» **Extracted records**
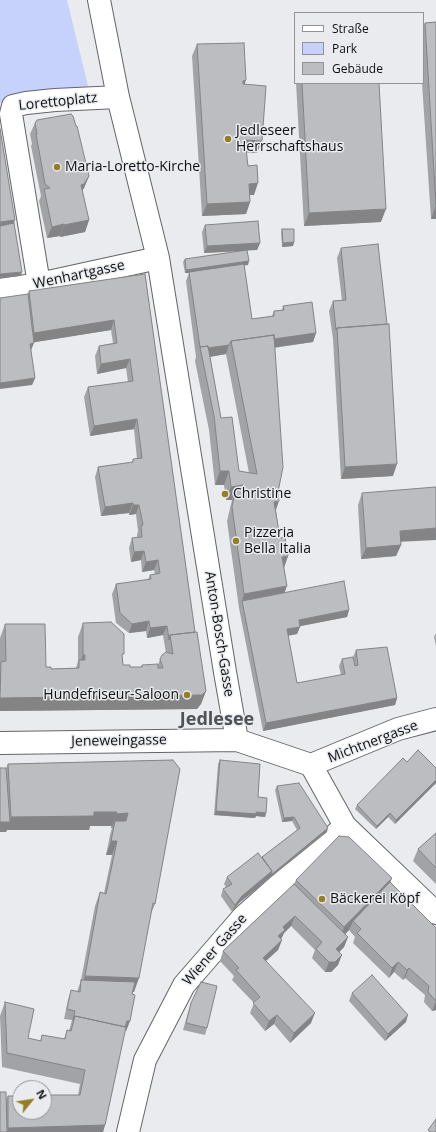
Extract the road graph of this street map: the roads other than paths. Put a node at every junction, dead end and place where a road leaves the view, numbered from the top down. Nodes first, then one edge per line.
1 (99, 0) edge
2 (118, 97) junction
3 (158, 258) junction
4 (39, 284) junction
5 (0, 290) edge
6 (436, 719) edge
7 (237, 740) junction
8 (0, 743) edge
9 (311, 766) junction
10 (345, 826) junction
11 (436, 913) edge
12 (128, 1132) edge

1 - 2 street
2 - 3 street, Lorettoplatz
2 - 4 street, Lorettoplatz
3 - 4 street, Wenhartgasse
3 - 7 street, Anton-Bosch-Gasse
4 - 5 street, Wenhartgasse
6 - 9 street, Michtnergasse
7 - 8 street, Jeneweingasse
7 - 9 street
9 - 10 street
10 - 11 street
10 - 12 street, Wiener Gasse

» **Task to complete**
Only the pictures are to be left out, and all of the data must otherwise be transcribed exactly.

» **Response**
Extract the road graph of this street map: the roads other than paths. Put a node at every junction, dead end and place where a road leaves the view, numbered from the top down. Nodes first, then one edge per line.
1 (99, 0) edge
2 (118, 97) junction
3 (158, 258) junction
4 (39, 284) junction
5 (0, 290) edge
6 (436, 719) edge
7 (237, 740) junction
8 (0, 743) edge
9 (311, 766) junction
10 (345, 826) junction
11 (436, 913) edge
12 (128, 1132) edge

1 - 2 street
2 - 3 street, Lorettoplatz
2 - 4 street, Lorettoplatz
3 - 4 street, Wenhartgasse
3 - 7 street, Anton-Bosch-Gasse
4 - 5 street, Wenhartgasse
6 - 9 street, Michtnergasse
7 - 8 street, Jeneweingasse
7 - 9 street
9 - 10 street
10 - 11 street
10 - 12 street, Wiener Gasse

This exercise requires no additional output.